NO47.個別支援計画の差 その6
個別支援計画の差 その6
学習指導に指導案があるように、療育支援にも、個別支援計画という物があり、それにのっとって、療育支援がなされる事となるのですが、ご相談にこられる皆様のお話しをお伺いする限りでは、施設によりその内容にも大きな差異があるように思われます。実際に拝見しているわけではありませんので、伝聞による推測となりますが、非常にアバウトな考え方を持って作成されたようなお話しも多くお伺いしており、具体的療育支援を得られないというご相談の多くは、非常にアバウトな支援計画しか存在しないという特徴が見受けられております。
レスパイトや見守り型を除外して、子供達の進歩と発展を目指す療育であれば、個別支援計画がペラ1枚等という事はありえない事であると断言致します。本来その子の問題はどんな事で、何が出来、何が不足しており、今まで〇〇な治療を受けてきたが、今後〇〇を目指す。保護者の希望は〇〇で、そのために何をどのようにするか詳細に計画し記載されていなければならないと思います。
ペラペラコピーを持参された方がおられましたが、現状認識であり、具体的手法の記載は皆無といったもので、職務怠慢ではないかと感じるような計画書の写しを何度が見た事があります。個別支援計画書には現在正式な型式はありませんが、少なくともA4表1枚ガラガラとういようなお粗末なものでは何も出来ませんと宣言しているのと同じです。そんな物しか出せない支援者に希望される療育支援を得るのは非常に難しいと言わざるを得ません。
あきれ果てた、指導計画には、具体的な支援手法の記載がなく、ぼやっとした表現が中心で、その指導内容は具体性が欠けており、「○○を目指す。」とされているだけで、どのようにして目指すのかは伺い知る事が出来ないというような共通点があるようです。指導技術が欠落しているのか、知らないのか、やる気がないのか、怠けているのか、半年たっても1年たっても得られる結果は稚拙な物になってしまうと推察致します。症状の違うA君とB君の指導計画が同じ等という事は本来あるはずがないのです。
○○を目指すのであれば、どのように目指すのか具体策があるはずなのです。それが出来なかったとき、その評価方法、対策から具体的手法があってよいのではないでしょうか?目指すだけであれば、誰でも目指せます。
どう目指すかが問題なのです。どの手法が、やり方が取組み方が保護者の皆様にとっては一番大切な事であり、それらの記載がないのは出来ないと同一の意味を持つと思います。
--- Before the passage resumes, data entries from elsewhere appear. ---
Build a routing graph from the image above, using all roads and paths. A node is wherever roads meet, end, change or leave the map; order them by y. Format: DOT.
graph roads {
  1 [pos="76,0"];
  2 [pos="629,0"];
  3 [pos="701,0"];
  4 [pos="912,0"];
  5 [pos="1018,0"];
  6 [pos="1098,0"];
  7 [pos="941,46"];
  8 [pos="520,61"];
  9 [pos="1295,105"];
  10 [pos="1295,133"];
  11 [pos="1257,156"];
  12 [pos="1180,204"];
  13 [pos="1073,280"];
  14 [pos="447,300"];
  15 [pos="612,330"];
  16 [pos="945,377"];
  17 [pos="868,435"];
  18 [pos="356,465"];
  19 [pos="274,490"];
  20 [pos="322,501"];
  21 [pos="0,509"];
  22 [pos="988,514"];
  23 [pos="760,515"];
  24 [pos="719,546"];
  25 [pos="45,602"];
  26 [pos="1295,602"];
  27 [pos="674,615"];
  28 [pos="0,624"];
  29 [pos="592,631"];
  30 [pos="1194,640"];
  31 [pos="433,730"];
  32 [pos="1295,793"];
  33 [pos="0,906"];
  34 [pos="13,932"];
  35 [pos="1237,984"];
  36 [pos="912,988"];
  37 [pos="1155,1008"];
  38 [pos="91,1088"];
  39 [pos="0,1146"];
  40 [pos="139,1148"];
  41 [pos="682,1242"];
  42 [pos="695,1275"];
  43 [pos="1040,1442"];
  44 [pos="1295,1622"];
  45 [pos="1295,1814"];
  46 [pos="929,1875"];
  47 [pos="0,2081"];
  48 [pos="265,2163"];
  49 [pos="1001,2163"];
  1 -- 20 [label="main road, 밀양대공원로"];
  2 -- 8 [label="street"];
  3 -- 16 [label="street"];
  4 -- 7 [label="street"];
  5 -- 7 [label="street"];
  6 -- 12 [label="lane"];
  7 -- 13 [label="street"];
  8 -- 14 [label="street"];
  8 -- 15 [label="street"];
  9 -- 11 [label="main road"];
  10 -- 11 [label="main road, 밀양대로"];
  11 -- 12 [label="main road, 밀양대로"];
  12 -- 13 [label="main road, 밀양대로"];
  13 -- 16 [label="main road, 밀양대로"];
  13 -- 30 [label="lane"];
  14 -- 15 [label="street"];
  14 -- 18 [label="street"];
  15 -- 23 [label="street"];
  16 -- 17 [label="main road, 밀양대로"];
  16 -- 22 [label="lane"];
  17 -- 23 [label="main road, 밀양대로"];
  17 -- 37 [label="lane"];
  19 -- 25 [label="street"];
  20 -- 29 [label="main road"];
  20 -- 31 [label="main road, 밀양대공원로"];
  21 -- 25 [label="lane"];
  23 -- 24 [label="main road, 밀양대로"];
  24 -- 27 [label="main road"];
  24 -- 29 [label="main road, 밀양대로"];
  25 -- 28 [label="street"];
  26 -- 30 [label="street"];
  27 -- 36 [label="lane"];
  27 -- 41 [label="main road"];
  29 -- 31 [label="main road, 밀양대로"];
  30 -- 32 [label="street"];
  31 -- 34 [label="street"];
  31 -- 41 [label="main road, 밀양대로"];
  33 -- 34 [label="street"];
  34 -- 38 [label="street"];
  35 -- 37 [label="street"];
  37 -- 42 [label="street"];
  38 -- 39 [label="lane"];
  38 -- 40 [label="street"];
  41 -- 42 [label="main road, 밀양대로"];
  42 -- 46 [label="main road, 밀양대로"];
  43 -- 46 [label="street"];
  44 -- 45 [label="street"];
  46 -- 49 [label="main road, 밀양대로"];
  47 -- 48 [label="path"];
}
学校の指導では通例カリキュラムに従った、指導案を作成するのですが、1コマの授業におても、非常に細かく指導内容が作成される事となります。国内の学校教育の根幹はカリキュラムと指導案にあるといっても過言ではありません。指導計画とはそれほど大切な物であるとご理解頂きたいと思います。
例えば小学校の国語の指導であれば、単元の目標、評価基準として、(関心・意欲・態度)(話す・聞く能力)(読む能力)(言葉についての知識・理解・技能)使用教材 主な学習活動として1次計画 2次計画それぞれに指導上の留意点が付加されます。これを事細かく考え、教材準備をして教壇に立たれているのです。そして更に板書計画等細かな準備の上に授業がなりたっているのが実情です。
施設によって非常に細かく勘案されている所もあれば、個人支援計画はあっても数か月見直されず、日々の指導案すら存在しない施設も少なくなさそうです。最初の施設見学の時に、しっかりとこのあたりの確認をされる事をお勧め致します。私が園長を行った幼稚園では、各担当教諭の一番大切な仕事の1つとして日案(日々の指導案)の作成を義務付けておりました。
適切な指導計画なくして、求める成果は得られないというのは教育現場の常識です。教員研修で最も大変なのは、指導案の作成です。初めて教壇に立つ先生にとって大切な命綱です。どこで笑わせるのか、何を例示するのか、どのように集中させるのか、詳細であればあるほど安心して授業ができるのです。特性が一定しない子ども達の指導であれば、なおさら準備が必要となるのです。
よほどのベテランになれば、腹案(何も準備しない事)でも指導できるかもしれませんが、徐々に指導精度は落ち最終的に行き当たりばったりになってしまいます。ベテランであっても、クラスの構成を考え、教材を研究し、どのように指導するとより効果が得られるのか最新の指導方法を取り入れて、如何に子ども達の力を養うか、一流と言われている先生方はみな周到な準備をして授業に臨んでいるのです。腹案では一流の座は守れないのです。素晴らしい授業や指導に準備は不可欠なのです。
評価が高い教育機関ほど精度の高いカリキュラムと指導案が準備されており、指導者に対しても、高い指導技術の習得を要求されているとご理解頂きたいと思います。